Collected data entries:
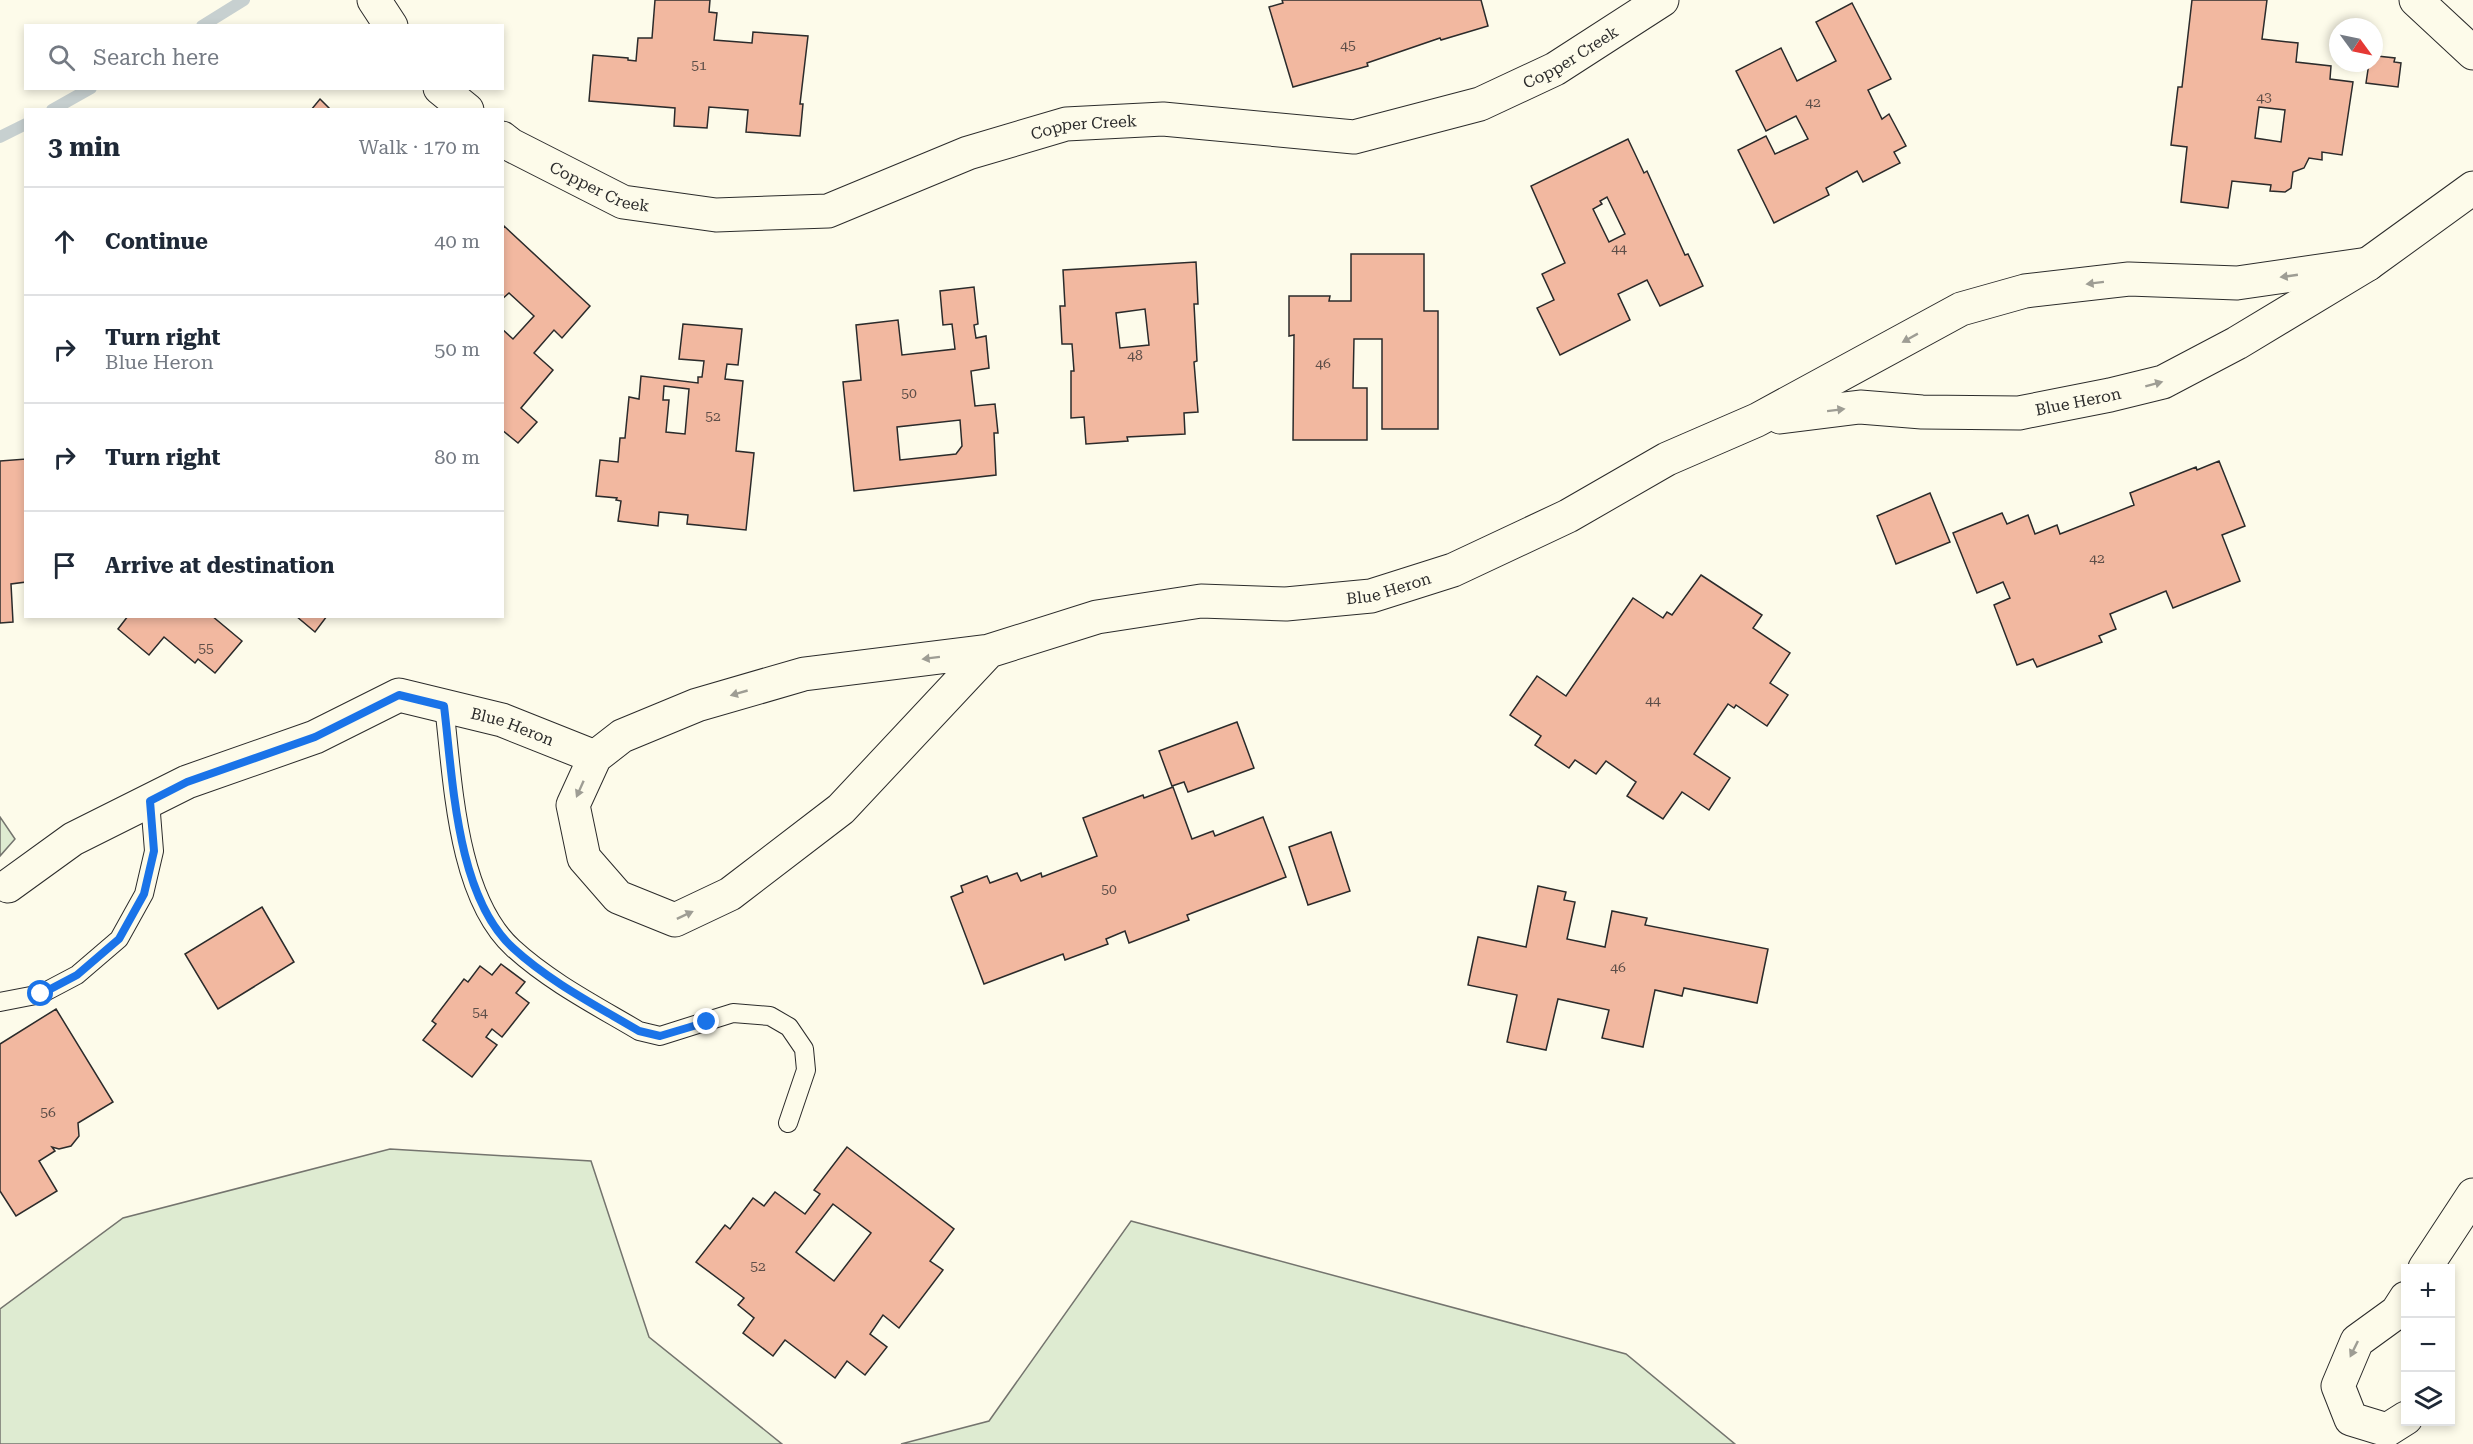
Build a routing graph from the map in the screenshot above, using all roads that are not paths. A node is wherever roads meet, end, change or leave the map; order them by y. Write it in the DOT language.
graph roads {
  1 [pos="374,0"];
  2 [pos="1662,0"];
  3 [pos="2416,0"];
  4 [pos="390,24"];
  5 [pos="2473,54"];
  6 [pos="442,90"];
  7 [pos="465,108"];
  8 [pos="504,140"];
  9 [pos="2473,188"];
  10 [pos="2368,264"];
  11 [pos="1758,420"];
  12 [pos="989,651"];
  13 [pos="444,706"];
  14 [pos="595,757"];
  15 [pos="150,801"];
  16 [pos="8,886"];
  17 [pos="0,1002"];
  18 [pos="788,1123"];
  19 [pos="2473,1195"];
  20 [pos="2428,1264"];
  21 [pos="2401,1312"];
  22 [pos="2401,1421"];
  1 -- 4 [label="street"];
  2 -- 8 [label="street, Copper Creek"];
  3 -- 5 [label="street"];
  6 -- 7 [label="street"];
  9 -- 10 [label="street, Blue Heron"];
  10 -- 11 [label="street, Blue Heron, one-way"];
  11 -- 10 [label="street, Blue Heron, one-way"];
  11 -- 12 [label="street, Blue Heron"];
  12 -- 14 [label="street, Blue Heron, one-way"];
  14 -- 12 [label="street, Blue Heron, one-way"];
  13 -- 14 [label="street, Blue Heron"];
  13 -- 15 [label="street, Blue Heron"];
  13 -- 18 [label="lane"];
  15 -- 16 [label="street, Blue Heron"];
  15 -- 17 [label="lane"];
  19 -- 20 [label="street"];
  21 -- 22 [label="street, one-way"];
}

INSTRUCTIONS TO FOLLOW: Nothing but the pictures should be left out when the records are retyped exactly.

SOLUTION FOR THIS PROBLEM:
Build a routing graph from the map in the screenshot above, using all roads that are not paths. A node is wherever roads meet, end, change or leave the map; order them by y. Write it in the DOT language.
graph roads {
  1 [pos="374,0"];
  2 [pos="1662,0"];
  3 [pos="2416,0"];
  4 [pos="390,24"];
  5 [pos="2473,54"];
  6 [pos="442,90"];
  7 [pos="465,108"];
  8 [pos="504,140"];
  9 [pos="2473,188"];
  10 [pos="2368,264"];
  11 [pos="1758,420"];
  12 [pos="989,651"];
  13 [pos="444,706"];
  14 [pos="595,757"];
  15 [pos="150,801"];
  16 [pos="8,886"];
  17 [pos="0,1002"];
  18 [pos="788,1123"];
  19 [pos="2473,1195"];
  20 [pos="2428,1264"];
  21 [pos="2401,1312"];
  22 [pos="2401,1421"];
  1 -- 4 [label="street"];
  2 -- 8 [label="street, Copper Creek"];
  3 -- 5 [label="street"];
  6 -- 7 [label="street"];
  9 -- 10 [label="street, Blue Heron"];
  10 -- 11 [label="street, Blue Heron, one-way"];
  11 -- 10 [label="street, Blue Heron, one-way"];
  11 -- 12 [label="street, Blue Heron"];
  12 -- 14 [label="street, Blue Heron, one-way"];
  14 -- 12 [label="street, Blue Heron, one-way"];
  13 -- 14 [label="street, Blue Heron"];
  13 -- 15 [label="street, Blue Heron"];
  13 -- 18 [label="lane"];
  15 -- 16 [label="street, Blue Heron"];
  15 -- 17 [label="lane"];
  19 -- 20 [label="street"];
  21 -- 22 [label="street, one-way"];
}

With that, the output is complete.